CVE-2026-53842
HighCVSS 7.1Exploitation Probability (EPSS)
Low risk3th percentile - higher than 3% of all known CVEs
Summary
OpenClaw before 2026.5.2 contains an environment variable injection vulnerability allowing workspace .env files to influence Python runtime selection during Gmail setup gcloud execution. Attackers with repository access can manipulate the CLOUDSDK_PYTHON variable to execute setup through unintended local Python paths, potentially enabling arbitrary code execution.
Risk Assessment
This vulnerability poses a risk of arbitrary code execution by attackers, which could lead to serious security breaches within the organization. Manipulation of environment variables may allow attackers to gain control over the system.
Recommendation
It is recommended to update OpenClaw to version 2026.5.2 or later to mitigate this vulnerability.

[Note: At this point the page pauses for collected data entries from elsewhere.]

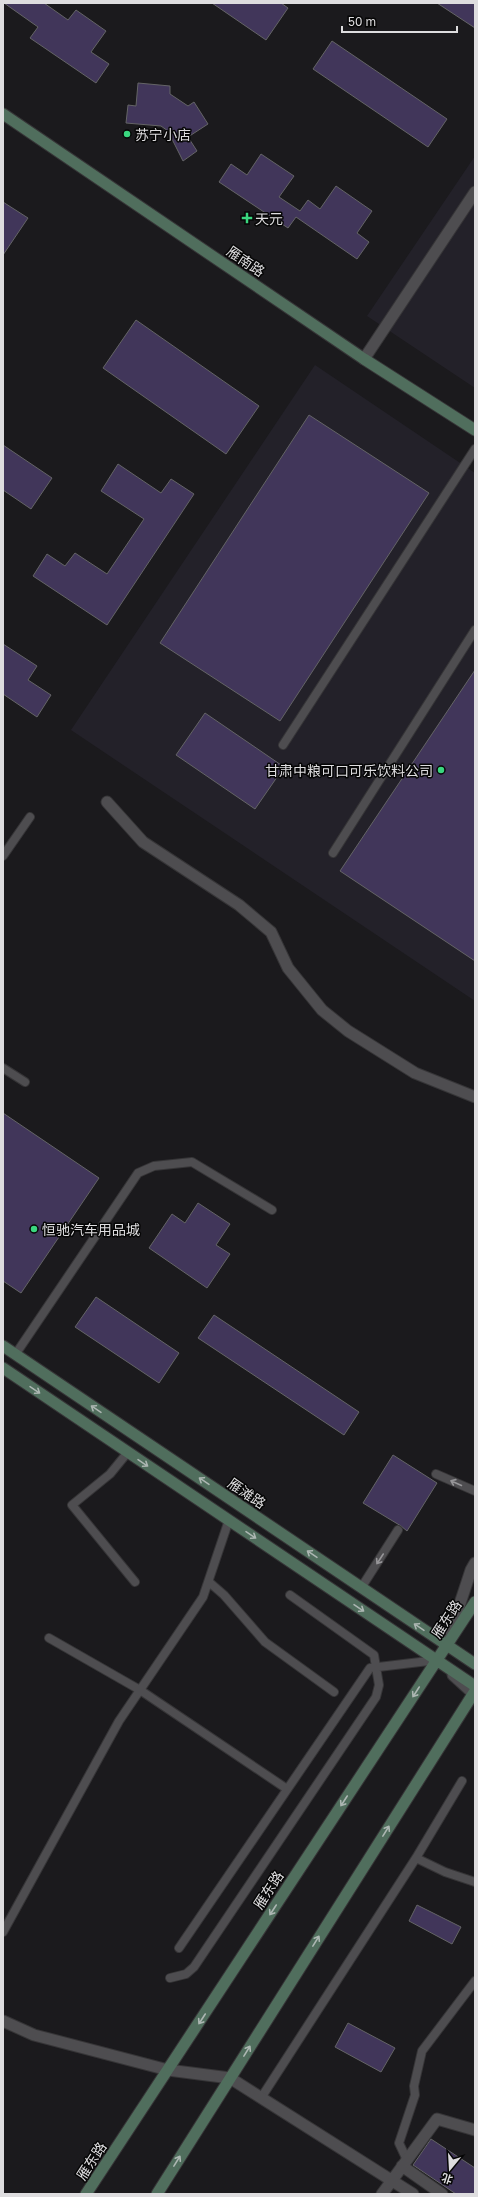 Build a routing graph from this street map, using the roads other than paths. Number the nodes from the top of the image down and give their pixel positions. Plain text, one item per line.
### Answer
1 (5, 117) edge
2 (475, 192) edge
3 (364, 360) junction
4 (475, 430) edge
5 (475, 449) edge
6 (475, 630) edge
7 (283, 745) dead end
8 (107, 802) dead end
9 (30, 817) dead end
10 (333, 853) dead end
11 (3, 856) edge
12 (3, 1068) edge
13 (25, 1082) dead end
14 (475, 1096) edge
15 (272, 1210) dead end
16 (3, 1346) edge
17 (15, 1355) junction
18 (3, 1368) edge
19 (128, 1452) junction
20 (436, 1474) dead end
21 (475, 1491) edge
22 (229, 1520) junction
23 (398, 1530) dead end
24 (475, 1563) edge
25 (135, 1582) dead end
26 (209, 1582) junction
27 (361, 1588) junction
28 (290, 1595) dead end
29 (475, 1602) edge
30 (49, 1638) dead end
31 (446, 1645) junction
32 (437, 1660) junction
33 (475, 1664) edge
34 (378, 1667) junction
35 (140, 1690) junction
36 (475, 1691) edge
37 (334, 1692) dead end
38 (462, 1781) dead end
39 (287, 1789) junction
40 (416, 1858) junction
41 (475, 1882) edge
42 (3, 1932) edge
43 (179, 1948) dead end
44 (170, 1978) dead end
45 (475, 1981) edge
46 (3, 2021) edge
47 (168, 2070) junction
48 (230, 2078) junction
49 (261, 2098) junction
50 (475, 2130) edge
51 (404, 2163) junction
52 (392, 2180) junction
53 (86, 2194) edge
54 (157, 2194) edge
55 (382, 2194) edge
56 (413, 2194) edge
57 (442, 2194) edge

1 - 3 main road, 雁南路
2 - 3 street
3 - 4 main road, 雁南路
5 - 7 lane
6 - 10 lane
8 - 14 street
9 - 11 lane
12 - 13 lane
15 - 17 lane
16 - 17 main road, 雁滩路
27 -> 17 main road, 雁滩路
18 -> 19 main road
19 -> 22 main road
19 - 25 lane
21 -> 20 lane
22 - 26 lane
22 -> 32 main road
23 -> 27 lane
24 - 31 street
26 - 35 lane
26 - 37 lane
31 -> 27 main road, 雁滩路
28 - 34 lane
29 - 31 main road, 雁东路
30 - 35 lane
31 - 32 main road, 雁东路
31 - 33 main road, 雁滩路
32 - 34 lane
32 - 36 main road
32 -> 47 main road, 雁东路
34 - 39 lane
34 - 44 lane
35 - 39 lane
35 - 42 lane
48 -> 36 main road
38 - 40 lane
39 - 43 lane
40 - 41 lane
40 - 49 lane
45 - 51 lane
46 - 47 street
47 - 48 street
47 - 53 main road, 雁东路
48 - 49 street
54 -> 48 main road
49 - 52 street
50 - 51 street
51 - 52 street
51 - 57 street
52 - 55 street
52 - 56 street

Additionally, access to repositories should be restricted to minimize the risk of environment variable manipulation.
Original NVD description (English source)
OpenClaw before 2026.5.2 contains an environment variable injection vulnerability allowing workspace .env files to influence Python runtime selection through CLOUDSDK_PYTHON during Gmail setup gcloud execution. Attackers with repository access can manipulate the CLOUDSDK_PYTHON variable to execute setup through unintended local Python paths, potentially enabling arbitrary code execution.